PGDDSA Study · Semester 1

Core Titles

Key headlines and terms for quick recall

Expectation $E[X] = \sum x p(x)$ or $\int x f(x) \, dx$
Linearity $E[aX + bY] = a E[X] + b E[Y]$
Variance $\text{Var}(X) = E[(X - \mu)^2] = E[X^2] - E[X]^2$
Covariance $\text{Cov}(X, Y) = E[XY] - E[X] E[Y]$
Conditional Expectation $E[X | Y]$
Law of Total Expectation $E[X] = E[E[X | Y]]$
Law of Total Variance $\text{Var}(X) = E[\text{Var}(X|Y)] + \text{Var}(E[X|Y])$

Basic Idea

What it is, why it matters, how it works

Expectation (mean)

Centre of mass of a distribution: $E[X] = \begin{cases} \sum_x x \, p(x) & \text{discrete} \\ \int x f(x) \, dx & \text{continuous} \end{cases}$

Law of the Unconscious Statistician (LOTUS). For $Y = g(X)$ : $E[g(X)] = \sum g(x) p(x)$ or $\int g(x) f(x) \, dx$ .

Linearity (always holds)

$E[aX + bY + c] = aE[X] + bE[Y] + c.$ No independence needed.

Variance

$\text{Var}(X) = E[(X - \mu)^2] = E[X^2] - (E[X])^2.$ Spread around the mean.

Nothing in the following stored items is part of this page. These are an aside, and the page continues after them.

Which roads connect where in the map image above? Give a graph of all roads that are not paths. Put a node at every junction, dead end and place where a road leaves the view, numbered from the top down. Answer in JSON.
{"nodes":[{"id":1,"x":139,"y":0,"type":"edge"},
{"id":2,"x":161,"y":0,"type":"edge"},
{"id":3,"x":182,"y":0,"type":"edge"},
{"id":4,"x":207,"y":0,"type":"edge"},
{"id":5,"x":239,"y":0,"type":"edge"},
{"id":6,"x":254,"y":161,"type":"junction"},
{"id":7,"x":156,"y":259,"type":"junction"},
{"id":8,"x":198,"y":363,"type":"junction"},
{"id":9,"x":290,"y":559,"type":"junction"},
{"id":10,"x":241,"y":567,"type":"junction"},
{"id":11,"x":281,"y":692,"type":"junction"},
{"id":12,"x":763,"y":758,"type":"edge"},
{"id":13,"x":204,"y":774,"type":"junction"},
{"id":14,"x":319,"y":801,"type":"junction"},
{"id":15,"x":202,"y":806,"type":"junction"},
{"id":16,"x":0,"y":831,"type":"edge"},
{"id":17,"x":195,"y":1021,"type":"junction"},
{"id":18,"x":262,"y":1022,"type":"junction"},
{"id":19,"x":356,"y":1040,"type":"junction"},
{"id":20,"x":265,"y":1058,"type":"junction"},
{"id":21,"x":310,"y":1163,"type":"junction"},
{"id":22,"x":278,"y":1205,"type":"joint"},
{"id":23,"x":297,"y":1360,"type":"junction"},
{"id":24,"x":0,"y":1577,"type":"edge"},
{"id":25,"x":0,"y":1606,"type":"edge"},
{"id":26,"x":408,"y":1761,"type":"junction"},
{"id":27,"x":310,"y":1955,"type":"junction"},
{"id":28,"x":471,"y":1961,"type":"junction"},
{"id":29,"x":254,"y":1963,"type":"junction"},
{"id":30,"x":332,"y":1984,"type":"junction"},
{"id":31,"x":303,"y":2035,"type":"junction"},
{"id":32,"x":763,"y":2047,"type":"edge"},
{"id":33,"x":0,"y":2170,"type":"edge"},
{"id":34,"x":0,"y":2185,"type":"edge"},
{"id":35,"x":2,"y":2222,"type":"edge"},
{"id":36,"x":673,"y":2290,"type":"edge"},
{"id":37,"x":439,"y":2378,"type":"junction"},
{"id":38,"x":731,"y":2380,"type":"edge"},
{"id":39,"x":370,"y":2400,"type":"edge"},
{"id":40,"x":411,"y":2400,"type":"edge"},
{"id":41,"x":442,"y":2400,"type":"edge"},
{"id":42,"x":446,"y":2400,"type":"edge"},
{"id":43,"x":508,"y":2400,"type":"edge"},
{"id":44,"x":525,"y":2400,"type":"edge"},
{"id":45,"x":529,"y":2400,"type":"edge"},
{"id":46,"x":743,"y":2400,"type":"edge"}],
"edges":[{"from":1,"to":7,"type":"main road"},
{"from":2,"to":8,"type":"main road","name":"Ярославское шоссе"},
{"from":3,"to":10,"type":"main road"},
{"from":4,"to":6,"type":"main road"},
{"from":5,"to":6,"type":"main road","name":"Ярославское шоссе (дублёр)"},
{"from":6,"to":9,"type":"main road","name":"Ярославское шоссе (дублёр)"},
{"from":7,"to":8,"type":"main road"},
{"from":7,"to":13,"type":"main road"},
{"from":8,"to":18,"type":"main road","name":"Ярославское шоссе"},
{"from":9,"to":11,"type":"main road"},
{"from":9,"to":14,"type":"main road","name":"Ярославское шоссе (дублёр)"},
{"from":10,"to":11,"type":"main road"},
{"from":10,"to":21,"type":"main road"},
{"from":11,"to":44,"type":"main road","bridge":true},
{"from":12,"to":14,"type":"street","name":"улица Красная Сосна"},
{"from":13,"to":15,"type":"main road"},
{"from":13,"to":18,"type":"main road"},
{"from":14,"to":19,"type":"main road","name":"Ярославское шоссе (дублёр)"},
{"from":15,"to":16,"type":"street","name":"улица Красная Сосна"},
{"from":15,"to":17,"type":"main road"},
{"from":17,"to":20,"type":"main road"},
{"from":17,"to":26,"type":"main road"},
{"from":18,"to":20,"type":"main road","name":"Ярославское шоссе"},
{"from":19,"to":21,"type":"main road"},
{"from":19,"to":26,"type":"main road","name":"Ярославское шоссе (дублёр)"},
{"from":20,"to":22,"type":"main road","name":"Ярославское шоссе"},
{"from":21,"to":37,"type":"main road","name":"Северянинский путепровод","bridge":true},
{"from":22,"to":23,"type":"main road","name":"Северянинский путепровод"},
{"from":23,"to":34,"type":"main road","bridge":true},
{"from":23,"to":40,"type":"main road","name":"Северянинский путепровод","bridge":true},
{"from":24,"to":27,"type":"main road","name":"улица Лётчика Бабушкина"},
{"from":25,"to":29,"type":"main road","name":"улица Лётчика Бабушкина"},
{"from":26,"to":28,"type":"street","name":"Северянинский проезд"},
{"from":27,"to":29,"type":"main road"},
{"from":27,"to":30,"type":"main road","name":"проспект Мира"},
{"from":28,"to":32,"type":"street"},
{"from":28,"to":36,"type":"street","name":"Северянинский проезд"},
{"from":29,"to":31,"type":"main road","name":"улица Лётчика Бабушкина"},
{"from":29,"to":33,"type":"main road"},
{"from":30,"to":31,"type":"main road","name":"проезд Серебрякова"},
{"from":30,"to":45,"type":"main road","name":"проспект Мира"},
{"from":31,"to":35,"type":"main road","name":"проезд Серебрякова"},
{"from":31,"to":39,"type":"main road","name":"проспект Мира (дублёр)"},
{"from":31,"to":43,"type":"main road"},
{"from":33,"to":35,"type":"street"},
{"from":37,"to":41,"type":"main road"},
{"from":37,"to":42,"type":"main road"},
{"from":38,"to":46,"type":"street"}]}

Standard deviation $\sigma = \sqrt{\text{Var}(X)}$ .

Properties.

$\text{Var}(aX + b) = a^2 \text{Var}(X)$
$\text{Var}(X + Y) = \text{Var}(X) + \text{Var}(Y) + 2 \text{Cov}(X, Y)$
If $X \perp Y$ : $\text{Var}(X + Y) = \text{Var}(X) + \text{Var}(Y)$

Covariance

$\text{Cov}(X, Y) = E[(X - \mu_X)(Y - \mu_Y)] = E[XY] - E[X]E[Y].$ Symmetric, bilinear. Correlation $\rho = \text{Cov}(X,Y) / (\sigma_X \sigma_Y) \in [-1, 1]$ .

Conditional expectation

$E[X | Y = y] = \int x \, f_{X|Y}(x | y) \, dx.$ A function of $y$ . Viewed as a random variable $E[X | Y]$ .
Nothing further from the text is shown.